In order to fully understand what a Learning Disability is, it’s helpful to understand
the steps of learning.
The learning process can be divided into 5 steps:
- Senses. Take in information through the senses
- Processing. Figure out what it means
- Memory. File it into memory
- Later, withdraw it from memory and remember it
- Expression. Feed it back to the outside world through some form of expression, such as speech or writing
For someone with a learning disability, there is a breakdown somewhere in these steps, and the individual may need different or additional ways to take in information, file it into memory, or withdraw it from memory.
It is important to know one's strengths and weaknesses because there are ways to compensate for the weaknesses by working with your strengths. Also, if you have been diagnosed as having a learning disability, you are entitled by law to certain academic accommodations to "even the playing field" and enable you to succeed in school.
For example, if you have difficulty picking up information just by listening to a lecture, you can use a digital recorder to record the lectures. Then, when you get home, you can play the tape back and fill in your missing notes.
Or, if you are easily distracted, you can request to take your exams in a quiet room with fewer distractions.
A person with a learning difference has average to above average intelligence and may:
- be a terrible speller
- have poor handwriting
- be highly distractible
- read slowly or inaccurately
- make lots of careless errors
- have trouble memorizing multiplication tables
- have trouble with math
- have difficulty putting thoughts onto paper
- have difficulty retaining information
- be disorganized
These learning problems are not the result of poor vision, poor hearing, intellectual disability, physical challenges, mental disorders, acquired brain injury, emotional disturbance or lack of motivation. A learning disability often runs in families. It is neurologically based, life long and present since birth.
On the positive side, a person with a learning difference often:
- is highly creative and found in creative careers, such as art, drama, etc.
- is a risk-taker
- is entertaining
- has a sense of humor
- is loyal
- is trusting
- adds fun and zest to life
Research shows that 1 in 5 children have a learning difference.

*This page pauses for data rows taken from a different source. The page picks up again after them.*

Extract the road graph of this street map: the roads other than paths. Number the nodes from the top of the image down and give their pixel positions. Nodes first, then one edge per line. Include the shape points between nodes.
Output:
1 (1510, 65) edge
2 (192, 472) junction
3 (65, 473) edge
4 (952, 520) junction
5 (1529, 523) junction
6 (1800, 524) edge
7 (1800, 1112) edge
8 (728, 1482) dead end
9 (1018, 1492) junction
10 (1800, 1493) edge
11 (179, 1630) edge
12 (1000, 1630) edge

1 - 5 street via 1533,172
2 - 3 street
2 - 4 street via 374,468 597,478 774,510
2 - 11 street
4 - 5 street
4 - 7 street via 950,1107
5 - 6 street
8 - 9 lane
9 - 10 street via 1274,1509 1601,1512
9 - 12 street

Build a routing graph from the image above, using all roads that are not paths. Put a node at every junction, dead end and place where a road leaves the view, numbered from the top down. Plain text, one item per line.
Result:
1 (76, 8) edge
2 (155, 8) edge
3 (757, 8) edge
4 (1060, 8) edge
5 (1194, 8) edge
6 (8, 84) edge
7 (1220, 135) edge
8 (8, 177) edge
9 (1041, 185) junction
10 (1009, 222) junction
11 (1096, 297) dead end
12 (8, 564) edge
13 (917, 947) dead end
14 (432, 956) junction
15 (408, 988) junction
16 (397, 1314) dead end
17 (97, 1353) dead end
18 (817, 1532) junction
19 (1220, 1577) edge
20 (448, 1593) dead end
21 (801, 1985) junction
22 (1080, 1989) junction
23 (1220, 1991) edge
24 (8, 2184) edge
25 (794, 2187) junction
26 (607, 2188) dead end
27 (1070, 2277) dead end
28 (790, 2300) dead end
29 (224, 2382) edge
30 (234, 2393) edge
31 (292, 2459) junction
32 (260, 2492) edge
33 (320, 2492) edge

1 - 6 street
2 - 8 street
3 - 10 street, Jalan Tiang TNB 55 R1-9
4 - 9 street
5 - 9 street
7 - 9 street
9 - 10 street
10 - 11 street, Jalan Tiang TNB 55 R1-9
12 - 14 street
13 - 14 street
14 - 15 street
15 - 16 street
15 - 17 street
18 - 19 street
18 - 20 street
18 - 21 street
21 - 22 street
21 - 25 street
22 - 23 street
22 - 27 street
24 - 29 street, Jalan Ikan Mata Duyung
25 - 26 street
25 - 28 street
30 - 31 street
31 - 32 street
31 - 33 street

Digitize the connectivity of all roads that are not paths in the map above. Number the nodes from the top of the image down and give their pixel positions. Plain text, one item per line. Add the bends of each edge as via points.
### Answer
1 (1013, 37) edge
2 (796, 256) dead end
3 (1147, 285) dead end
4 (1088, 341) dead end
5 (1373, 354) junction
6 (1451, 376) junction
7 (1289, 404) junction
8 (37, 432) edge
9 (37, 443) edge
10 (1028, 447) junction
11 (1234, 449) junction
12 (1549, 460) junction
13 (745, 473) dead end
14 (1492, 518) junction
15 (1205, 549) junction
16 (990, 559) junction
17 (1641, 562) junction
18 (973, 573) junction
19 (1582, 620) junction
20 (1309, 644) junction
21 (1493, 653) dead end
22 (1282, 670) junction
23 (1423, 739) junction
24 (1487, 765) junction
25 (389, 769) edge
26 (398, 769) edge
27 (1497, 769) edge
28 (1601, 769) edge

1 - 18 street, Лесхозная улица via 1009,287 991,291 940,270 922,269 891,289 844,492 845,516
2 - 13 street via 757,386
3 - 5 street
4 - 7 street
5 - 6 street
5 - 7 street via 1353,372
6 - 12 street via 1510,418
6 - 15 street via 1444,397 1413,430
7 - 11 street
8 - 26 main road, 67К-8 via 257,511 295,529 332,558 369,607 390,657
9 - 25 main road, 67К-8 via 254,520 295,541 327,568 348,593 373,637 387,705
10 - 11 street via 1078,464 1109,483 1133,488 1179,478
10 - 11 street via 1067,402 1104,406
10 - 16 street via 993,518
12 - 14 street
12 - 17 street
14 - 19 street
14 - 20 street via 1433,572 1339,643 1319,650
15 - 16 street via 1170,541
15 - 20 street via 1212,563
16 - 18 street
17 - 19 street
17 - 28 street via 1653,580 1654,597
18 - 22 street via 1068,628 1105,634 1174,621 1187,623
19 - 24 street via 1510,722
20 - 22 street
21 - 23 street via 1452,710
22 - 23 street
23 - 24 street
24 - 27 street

Can you name anyone “famous” with a learning difference? Learning differences are invisible. There are many people with learning disabilities who have found success in their fields and have even helped influence our society’s science, technology, athletics, and entertainment fields. For example:
- Albert Einstein (developer of the law of relativity) was 4 years old before he learned to talk. He failed his first college entrance examination.
- Thomas Edison (inventor of the light bulb) had a teacher who told him he was too stupid to learn, so his mother taught him at home.
- Octavia Spencer (Oscar-winning actress) has dyslexia.
- Bill Gates (founder of Microsoft Corporation) has ADHD.
- Michael Jordan (title holding athlete and basketball player) had difficulty in school due to ADHD.
- Dav Pilky (creator of Captain Underpants) has dyslexia and ADHD. His disabilities caused him to act out in class, and he spent lots of time banished to a desk in the school hallway. It was at this desk where he created Captain Underpants, the character that made him famous.
- Octavia Estelle Butler (author of Kindred) was the first science fiction writer to receive the MacArthur Foundation Genius Grant and she had dyslexia.
- Charles Schwab (founder of largest bank and brokerage firm) is dyslexic.
- Michael Phelps (record breaking Olympic swimmer) has ADHD.
- Simone Biles (Olympic gymnast) with ADHD has tweeted “Having ADHD, and taking medicine for it is nothing to be ashamed of nothing that I’m afraid to let people know”.
- Sir Richard Branson (business mogul and philanthropist) had difficulty in school due to dyslexia.
- Will Smith (actor) has ADHD.
- Adam Levine (musician from Maroon 5) has ADHD.